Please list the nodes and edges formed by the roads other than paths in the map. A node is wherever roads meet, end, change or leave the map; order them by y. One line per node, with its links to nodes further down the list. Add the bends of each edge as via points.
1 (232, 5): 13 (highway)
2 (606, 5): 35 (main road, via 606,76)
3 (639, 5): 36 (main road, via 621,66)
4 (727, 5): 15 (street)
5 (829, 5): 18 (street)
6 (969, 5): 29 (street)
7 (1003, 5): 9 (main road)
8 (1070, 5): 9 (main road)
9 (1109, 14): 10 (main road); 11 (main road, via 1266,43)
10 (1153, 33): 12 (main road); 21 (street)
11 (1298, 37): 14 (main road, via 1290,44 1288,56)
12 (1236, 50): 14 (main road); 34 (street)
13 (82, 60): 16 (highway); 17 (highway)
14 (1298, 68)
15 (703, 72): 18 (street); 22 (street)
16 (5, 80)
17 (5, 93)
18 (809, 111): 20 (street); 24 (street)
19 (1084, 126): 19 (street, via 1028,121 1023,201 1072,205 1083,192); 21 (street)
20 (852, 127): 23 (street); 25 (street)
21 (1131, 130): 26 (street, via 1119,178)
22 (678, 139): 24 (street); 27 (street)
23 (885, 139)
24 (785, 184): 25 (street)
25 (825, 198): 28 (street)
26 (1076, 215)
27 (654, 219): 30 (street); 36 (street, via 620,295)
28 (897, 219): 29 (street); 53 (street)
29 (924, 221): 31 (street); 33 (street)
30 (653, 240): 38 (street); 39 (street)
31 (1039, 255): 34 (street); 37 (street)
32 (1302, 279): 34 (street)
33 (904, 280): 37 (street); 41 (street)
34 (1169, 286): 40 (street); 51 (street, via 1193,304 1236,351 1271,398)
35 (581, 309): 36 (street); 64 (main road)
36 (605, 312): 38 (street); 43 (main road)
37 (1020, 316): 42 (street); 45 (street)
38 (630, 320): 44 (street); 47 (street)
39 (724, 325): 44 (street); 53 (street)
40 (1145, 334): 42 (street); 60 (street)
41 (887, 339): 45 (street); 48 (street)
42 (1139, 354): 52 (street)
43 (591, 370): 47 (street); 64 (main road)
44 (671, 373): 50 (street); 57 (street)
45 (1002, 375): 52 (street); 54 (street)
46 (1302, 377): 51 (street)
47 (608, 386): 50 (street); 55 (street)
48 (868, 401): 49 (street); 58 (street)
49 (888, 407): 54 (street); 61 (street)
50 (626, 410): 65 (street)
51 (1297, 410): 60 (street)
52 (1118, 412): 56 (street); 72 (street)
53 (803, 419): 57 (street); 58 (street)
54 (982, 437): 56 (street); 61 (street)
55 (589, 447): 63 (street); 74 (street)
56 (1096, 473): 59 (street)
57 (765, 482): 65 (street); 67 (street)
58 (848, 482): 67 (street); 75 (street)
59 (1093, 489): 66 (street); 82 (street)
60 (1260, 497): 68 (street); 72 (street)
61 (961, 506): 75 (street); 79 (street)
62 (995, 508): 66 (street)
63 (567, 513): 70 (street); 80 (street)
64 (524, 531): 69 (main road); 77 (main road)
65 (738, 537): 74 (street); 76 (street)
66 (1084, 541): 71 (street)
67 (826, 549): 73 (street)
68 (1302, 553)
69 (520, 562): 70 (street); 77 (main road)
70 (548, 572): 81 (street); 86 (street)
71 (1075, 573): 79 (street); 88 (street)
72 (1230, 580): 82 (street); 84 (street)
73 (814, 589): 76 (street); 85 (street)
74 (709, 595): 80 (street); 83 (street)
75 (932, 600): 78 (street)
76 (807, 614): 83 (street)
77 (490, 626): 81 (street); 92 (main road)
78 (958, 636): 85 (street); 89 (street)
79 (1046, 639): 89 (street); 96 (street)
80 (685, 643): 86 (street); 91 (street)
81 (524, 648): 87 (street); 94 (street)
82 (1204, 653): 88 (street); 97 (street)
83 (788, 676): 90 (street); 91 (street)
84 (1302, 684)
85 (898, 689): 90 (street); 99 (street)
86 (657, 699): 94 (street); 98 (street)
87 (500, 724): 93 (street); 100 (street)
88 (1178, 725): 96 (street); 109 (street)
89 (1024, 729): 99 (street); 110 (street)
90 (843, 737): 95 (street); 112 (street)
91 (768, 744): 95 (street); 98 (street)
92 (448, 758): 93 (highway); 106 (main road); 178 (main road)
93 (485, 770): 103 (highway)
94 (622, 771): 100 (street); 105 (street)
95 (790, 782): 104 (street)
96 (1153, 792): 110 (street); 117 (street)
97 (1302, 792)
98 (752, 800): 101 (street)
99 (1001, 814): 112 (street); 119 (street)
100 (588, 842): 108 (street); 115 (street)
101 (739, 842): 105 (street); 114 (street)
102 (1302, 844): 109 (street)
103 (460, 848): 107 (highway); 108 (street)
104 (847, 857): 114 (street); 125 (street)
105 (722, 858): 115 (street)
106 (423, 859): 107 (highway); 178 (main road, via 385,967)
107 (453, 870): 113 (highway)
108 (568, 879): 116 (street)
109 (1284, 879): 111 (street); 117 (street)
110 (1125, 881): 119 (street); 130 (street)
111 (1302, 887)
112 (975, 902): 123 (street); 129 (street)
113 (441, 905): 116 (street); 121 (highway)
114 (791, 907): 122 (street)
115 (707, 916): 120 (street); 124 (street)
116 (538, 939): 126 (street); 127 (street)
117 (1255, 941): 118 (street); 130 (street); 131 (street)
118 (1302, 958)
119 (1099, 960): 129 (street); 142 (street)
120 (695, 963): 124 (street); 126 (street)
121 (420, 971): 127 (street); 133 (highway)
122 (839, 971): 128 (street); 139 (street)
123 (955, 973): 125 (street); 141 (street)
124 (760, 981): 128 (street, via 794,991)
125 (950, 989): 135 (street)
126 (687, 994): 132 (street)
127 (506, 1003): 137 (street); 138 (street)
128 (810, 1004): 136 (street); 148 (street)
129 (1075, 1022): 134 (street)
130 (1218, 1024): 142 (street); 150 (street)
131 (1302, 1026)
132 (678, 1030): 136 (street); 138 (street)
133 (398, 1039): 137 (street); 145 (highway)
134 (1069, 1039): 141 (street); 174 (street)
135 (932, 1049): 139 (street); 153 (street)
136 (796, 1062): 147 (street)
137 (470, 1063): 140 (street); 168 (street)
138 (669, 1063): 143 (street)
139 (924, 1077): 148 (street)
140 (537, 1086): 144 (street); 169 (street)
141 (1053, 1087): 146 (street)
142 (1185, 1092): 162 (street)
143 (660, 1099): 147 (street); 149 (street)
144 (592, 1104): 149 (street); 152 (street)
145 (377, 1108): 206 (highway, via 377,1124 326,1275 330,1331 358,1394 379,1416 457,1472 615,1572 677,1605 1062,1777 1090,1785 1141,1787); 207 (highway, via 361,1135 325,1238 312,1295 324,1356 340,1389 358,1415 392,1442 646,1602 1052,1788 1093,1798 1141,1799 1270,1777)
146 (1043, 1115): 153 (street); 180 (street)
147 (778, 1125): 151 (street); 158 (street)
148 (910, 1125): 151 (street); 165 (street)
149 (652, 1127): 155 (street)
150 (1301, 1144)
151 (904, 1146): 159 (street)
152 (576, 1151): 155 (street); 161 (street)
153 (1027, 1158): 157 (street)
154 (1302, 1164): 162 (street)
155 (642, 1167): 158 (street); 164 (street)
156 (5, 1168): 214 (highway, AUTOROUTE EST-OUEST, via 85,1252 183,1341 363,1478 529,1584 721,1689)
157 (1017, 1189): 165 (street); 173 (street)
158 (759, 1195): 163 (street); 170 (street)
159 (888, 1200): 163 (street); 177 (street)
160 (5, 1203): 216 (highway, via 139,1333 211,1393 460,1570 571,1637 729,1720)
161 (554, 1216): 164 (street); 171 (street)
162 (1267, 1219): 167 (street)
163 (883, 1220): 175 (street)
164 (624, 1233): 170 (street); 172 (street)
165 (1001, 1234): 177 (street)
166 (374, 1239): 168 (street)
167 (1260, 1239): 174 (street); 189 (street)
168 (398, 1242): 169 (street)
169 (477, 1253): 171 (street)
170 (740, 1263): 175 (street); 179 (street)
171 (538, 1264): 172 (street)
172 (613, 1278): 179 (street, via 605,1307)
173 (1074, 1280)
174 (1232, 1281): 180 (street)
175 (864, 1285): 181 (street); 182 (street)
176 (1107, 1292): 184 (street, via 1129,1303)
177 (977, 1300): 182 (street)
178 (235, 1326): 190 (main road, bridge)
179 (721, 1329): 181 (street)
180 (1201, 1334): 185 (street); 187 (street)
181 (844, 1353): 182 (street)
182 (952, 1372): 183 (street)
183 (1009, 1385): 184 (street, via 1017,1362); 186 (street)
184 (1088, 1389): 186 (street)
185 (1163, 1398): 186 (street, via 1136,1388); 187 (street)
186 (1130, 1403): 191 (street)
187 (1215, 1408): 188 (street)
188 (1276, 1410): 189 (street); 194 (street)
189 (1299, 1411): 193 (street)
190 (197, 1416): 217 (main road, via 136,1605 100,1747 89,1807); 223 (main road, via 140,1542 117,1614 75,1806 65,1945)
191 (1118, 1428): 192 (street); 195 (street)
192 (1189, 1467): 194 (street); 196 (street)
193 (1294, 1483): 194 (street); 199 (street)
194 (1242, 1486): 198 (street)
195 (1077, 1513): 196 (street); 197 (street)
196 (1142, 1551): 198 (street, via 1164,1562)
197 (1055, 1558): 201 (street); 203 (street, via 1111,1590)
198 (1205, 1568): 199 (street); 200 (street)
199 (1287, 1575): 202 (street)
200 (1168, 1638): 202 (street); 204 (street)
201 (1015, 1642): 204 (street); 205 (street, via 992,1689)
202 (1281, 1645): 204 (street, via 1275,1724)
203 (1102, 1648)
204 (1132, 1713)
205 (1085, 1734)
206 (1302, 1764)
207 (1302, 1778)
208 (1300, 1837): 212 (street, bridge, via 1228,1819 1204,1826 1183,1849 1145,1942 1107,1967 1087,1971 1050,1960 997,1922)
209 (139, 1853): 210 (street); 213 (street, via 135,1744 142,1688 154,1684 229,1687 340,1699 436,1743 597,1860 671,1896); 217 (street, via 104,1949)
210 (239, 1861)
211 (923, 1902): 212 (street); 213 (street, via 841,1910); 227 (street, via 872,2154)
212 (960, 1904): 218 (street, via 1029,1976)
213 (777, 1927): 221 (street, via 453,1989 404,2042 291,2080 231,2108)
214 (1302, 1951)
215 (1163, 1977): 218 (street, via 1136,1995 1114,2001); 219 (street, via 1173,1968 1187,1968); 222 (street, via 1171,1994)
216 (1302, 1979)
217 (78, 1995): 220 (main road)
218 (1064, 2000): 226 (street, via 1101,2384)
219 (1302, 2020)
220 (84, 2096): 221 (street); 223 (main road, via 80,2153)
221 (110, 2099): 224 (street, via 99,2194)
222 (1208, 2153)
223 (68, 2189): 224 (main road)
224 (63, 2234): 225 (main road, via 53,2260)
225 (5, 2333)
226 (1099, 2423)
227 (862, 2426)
· · ·
> _INSTRUCTIONS TO FOLLOW_
Among the lines of the preceding data, which ones hold the word "bridge"? List them.

> _YOUR SOLUTION_
178 (235, 1326): 190 (main road, bridge)
208 (1300, 1837): 212 (street, bridge, via 1228,1819 1204,1826 1183,1849 1145,1942 1107,1967 1087,1971 1050,1960 997,1922)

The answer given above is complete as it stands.